*** Dataset content ***

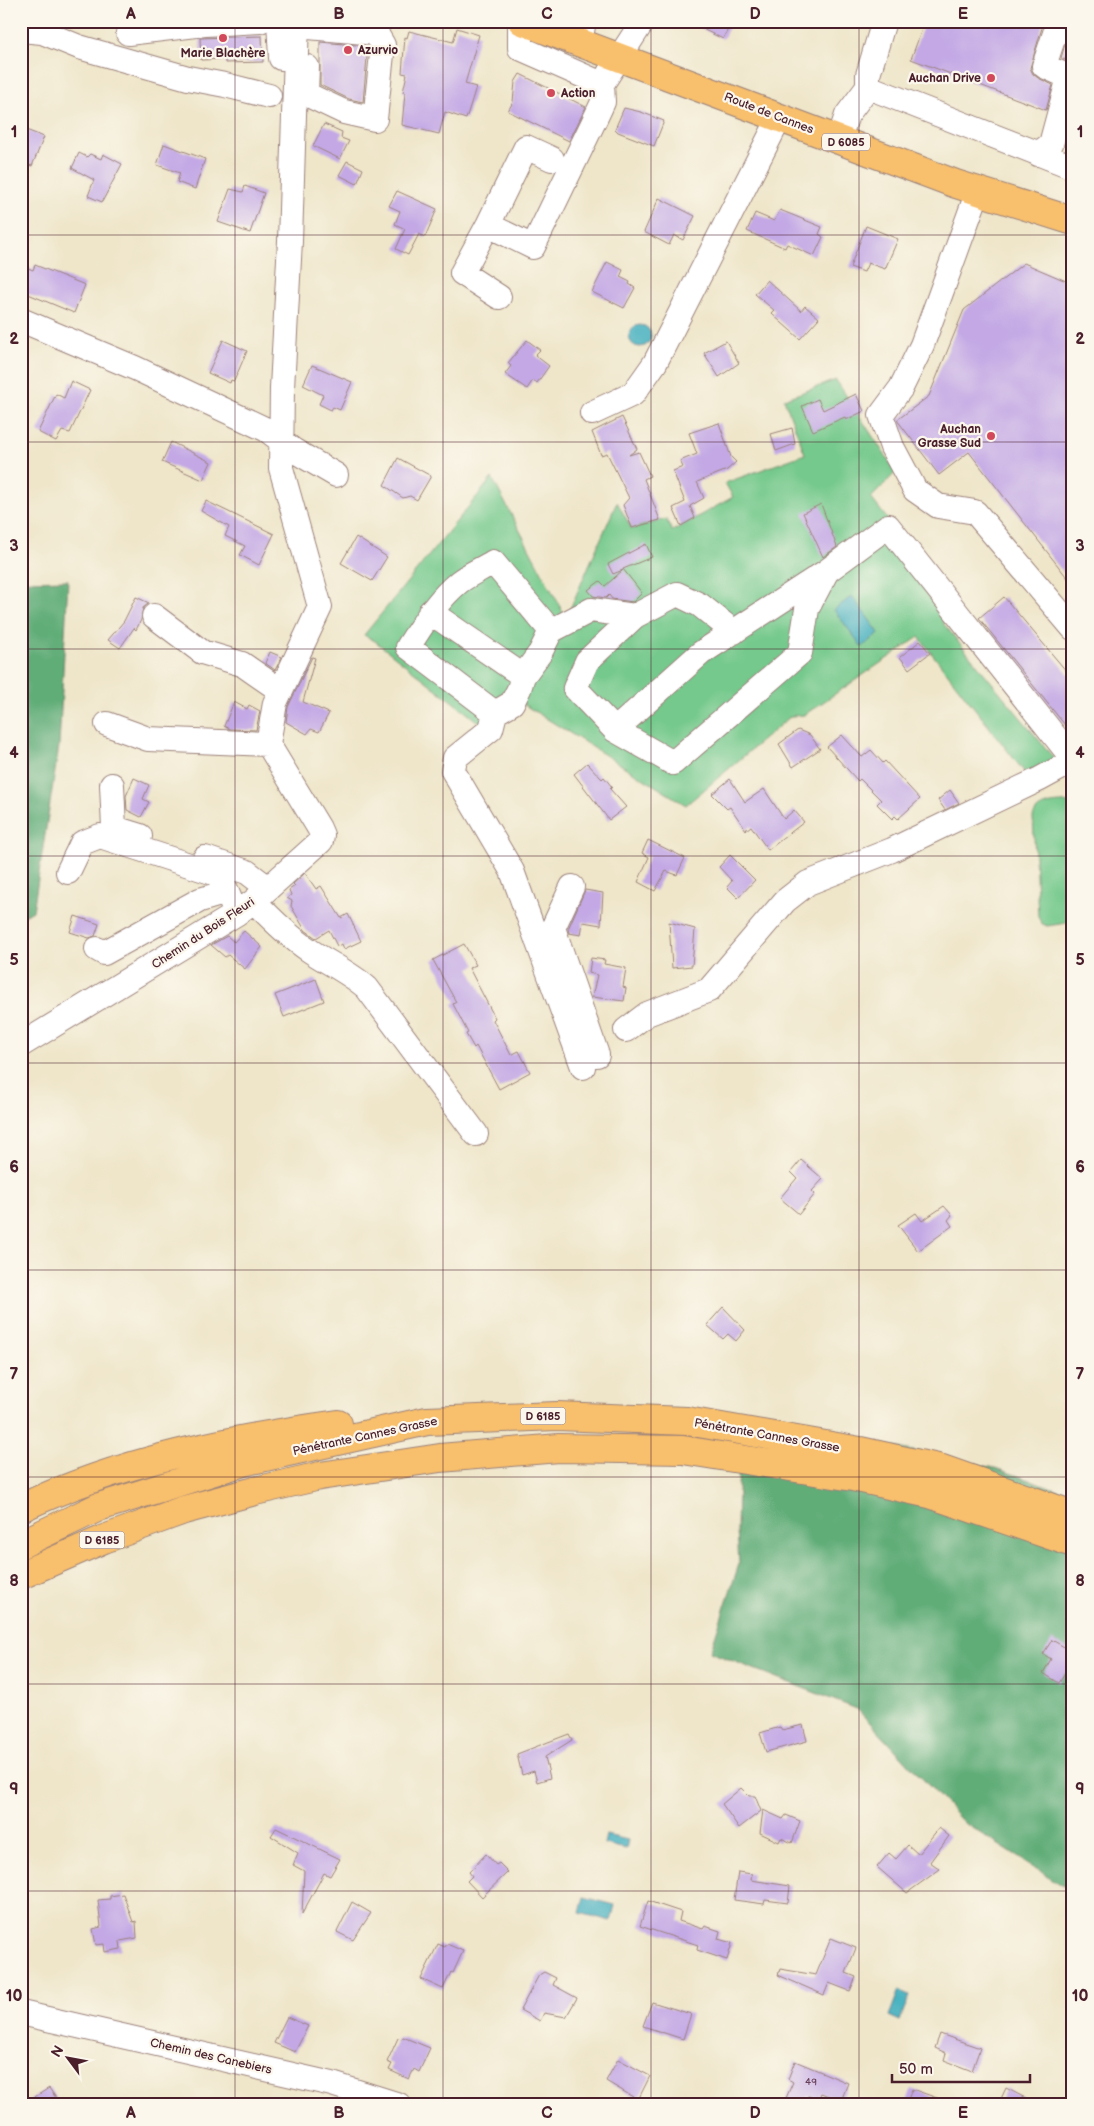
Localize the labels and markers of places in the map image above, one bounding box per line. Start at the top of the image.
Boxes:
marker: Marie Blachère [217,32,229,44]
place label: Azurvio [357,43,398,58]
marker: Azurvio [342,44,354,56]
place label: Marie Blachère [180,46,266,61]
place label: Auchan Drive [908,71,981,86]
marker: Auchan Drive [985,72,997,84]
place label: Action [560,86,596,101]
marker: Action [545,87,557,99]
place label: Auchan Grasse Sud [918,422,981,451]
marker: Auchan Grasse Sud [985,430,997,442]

*** End of Dataset content ***
*** Dataset content ***

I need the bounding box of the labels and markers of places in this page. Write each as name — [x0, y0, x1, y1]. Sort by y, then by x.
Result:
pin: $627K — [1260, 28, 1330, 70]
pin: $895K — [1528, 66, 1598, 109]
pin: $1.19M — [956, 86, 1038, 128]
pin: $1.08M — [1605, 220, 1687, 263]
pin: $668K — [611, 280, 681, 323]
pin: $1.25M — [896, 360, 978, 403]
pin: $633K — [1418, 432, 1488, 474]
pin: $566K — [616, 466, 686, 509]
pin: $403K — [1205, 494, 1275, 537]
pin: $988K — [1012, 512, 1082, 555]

*** End of Dataset content ***

Exercise brief
Scan the entries for lines with the string "bounding". Report only how many there are.

Response area
2